I was touched by the clips of hundreds or thousands of people, strangers to each other, coming together briefly to do something artistic, unusual or just fun. You can see the fruits of those efforts in the edited final videos, but seeing some of the backstory and the ways in which people trusted the art form over what might have been their natural caution or suspicions was really great.
I was also struck by the tendency of adult witnesses to these spectacles to treat them as potential problems, at least initially (children seemed to trend toward excitement and wonder). As the "agents" participating in the pranks would begin whatever the act was, people sometimes looked unsure, frightened, or even outright scared. In some cases the police were called and the agents were detained, despite not causing any problems. I even found myself cringing a bit at the idea of large groups of people taking over a public space, my rule-following side worried for those who didn't know what was going on.

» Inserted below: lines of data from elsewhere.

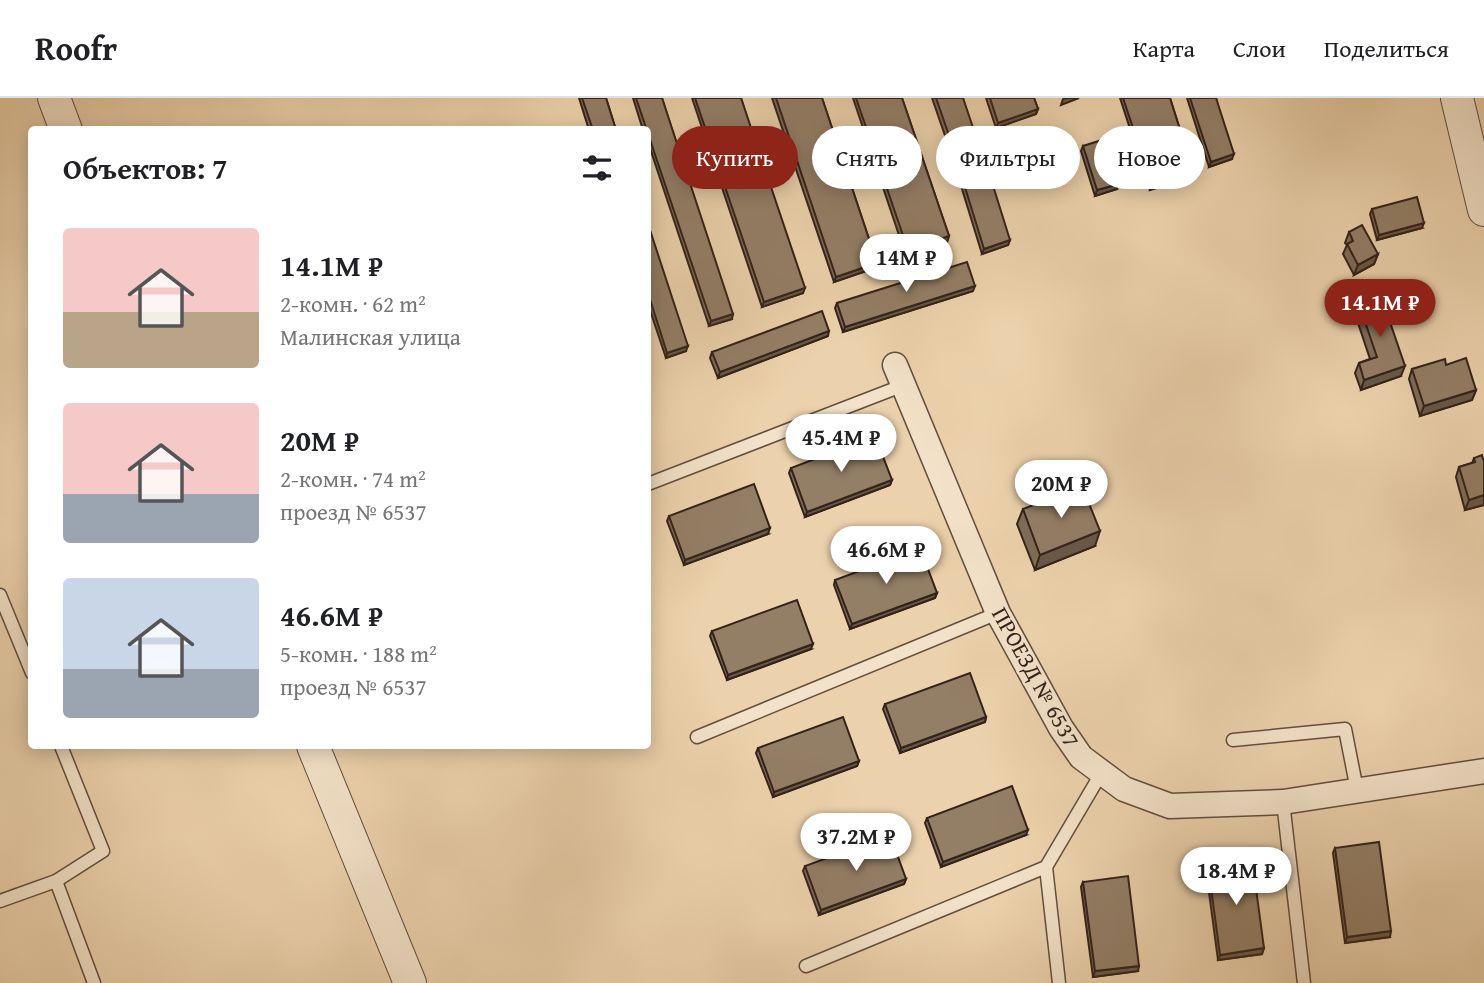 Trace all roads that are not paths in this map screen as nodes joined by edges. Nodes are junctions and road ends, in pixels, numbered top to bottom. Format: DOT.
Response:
graph roads {
  1 [pos="54,98"];
  2 [pos="1457,98"];
  3 [pos="64,126"];
  4 [pos="1484,210"];
  5 [pos="900,375"];
  6 [pos="651,483"];
  7 [pos="0,595"];
  8 [pos="998,613"];
  9 [pos="28,663"];
  10 [pos="697,737"];
  11 [pos="1233,740"];
  12 [pos="62,749"];
  13 [pos="314,749"];
  14 [pos="1484,771"];
  15 [pos="1102,772"];
  16 [pos="1357,790"];
  17 [pos="1283,802"];
  18 [pos="1046,866"];
  19 [pos="56,881"];
  20 [pos="0,901"];
  21 [pos="806,966"];
  22 [pos="93,983"];
  23 [pos="410,983"];
  24 [pos="1059,983"];
  25 [pos="1304,983"];
  1 -- 3 [label="street"];
  2 -- 4 [label="street"];
  5 -- 6 [label="lane"];
  5 -- 8 [label="street, ПРОЕЗД № 6537"];
  7 -- 9 [label="lane"];
  8 -- 10 [label="lane"];
  8 -- 15 [label="street, ПРОЕЗД № 6537"];
  11 -- 16 [label="lane"];
  12 -- 19 [label="lane"];
  13 -- 23 [label="street"];
  14 -- 16 [label="street, ПРОЕЗД № 6537"];
  15 -- 17 [label="street, ПРОЕЗД № 6537"];
  15 -- 18 [label="lane"];
  16 -- 17 [label="street, ПРОЕЗД № 6537"];
  17 -- 25 [label="lane"];
  18 -- 21 [label="lane"];
  18 -- 24 [label="lane"];
  19 -- 20 [label="lane"];
  19 -- 22 [label="lane"];
} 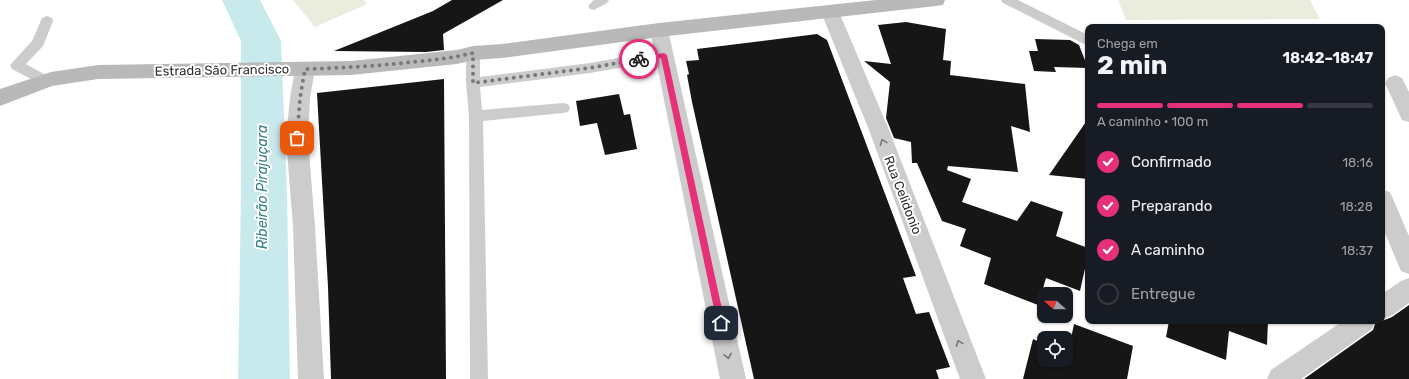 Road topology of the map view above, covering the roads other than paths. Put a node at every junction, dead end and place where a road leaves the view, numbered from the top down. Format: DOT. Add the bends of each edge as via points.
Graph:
graph roads {
  1 [pos="936,0"];
  2 [pos="1007,0"];
  3 [pos="891,3"];
  4 [pos="830,12"];
  5 [pos="47,21"];
  6 [pos="659,30"];
  7 [pos="1085,39"];
  8 [pos="473,53"];
  9 [pos="664,55"];
  10 [pos="305,69"];
  11 [pos="44,81"];
  12 [pos="473,83"];
  13 [pos="1395,83"];
  14 [pos="0,98"];
  15 [pos="563,108"];
  16 [pos="1409,114"];
  17 [pos="476,116"];
  18 [pos="1385,206"];
  19 [pos="1409,264"];
  20 [pos="1409,289"];
  21 [pos="1385,306"];
  22 [pos="1359,324"];
  23 [pos="311,379"];
  24 [pos="479,379"];
  25 [pos="733,379"];
  26 [pos="973,379"];
  27 [pos="1280,379"];
  1 -- 3 [label="main road"];
  2 -- 7 [label="lane"];
  3 -- 4 [label="main road"];
  4 -- 6 [label="main road"];
  26 -- 4 [label="street, Rua Celidonio, one-way"];
  5 -- 11 [label="lane" via="38,43 17,65"];
  6 -- 8 [label="main road"];
  6 -- 9 [label="street"];
  8 -- 10 [label="main road" via="397,64"];
  8 -- 12 [label="lane"];
  9 -- 12 [label="lane" via="590,68"];
  9 -- 25 [label="street, one-way"];
  10 -- 11 [label="main road, Estrada São Francisco" via="98,72"];
  10 -- 23 [label="street, Estrada São Francisco" via="297,138"];
  11 -- 14 [label="main road, Estrada São Francisco"];
  12 -- 17 [label="lane"];
  13 -- 16 [label="street"];
  15 -- 17 [label="lane"];
  17 -- 24 [label="lane"];
  18 -- 19 [label="street"];
  20 -- 21 [label="street"];
  22 -- 27 [label="street"];
}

But then I felt embarrassed about that, resentful of the idea that our cultural public life may have become so protective of things safely looking and feeling like they always do that we would call 911 when an unexpected piece of performance art begins. Yes, it's good to be vigilant for unexpected malicious public acts, and fine, it's important to be aware of strange things happening in our surroundings. But I hope that we don't lose the ability to accept and even wonder at public acts of entertainment and playful disruption.
Mainly, I want people like Charlie Todd and his collaborators at Improv Everywhere to continue to stretch our imaginations and expectations about what can happen in public spaces, injecting playfulness into a world that needs it.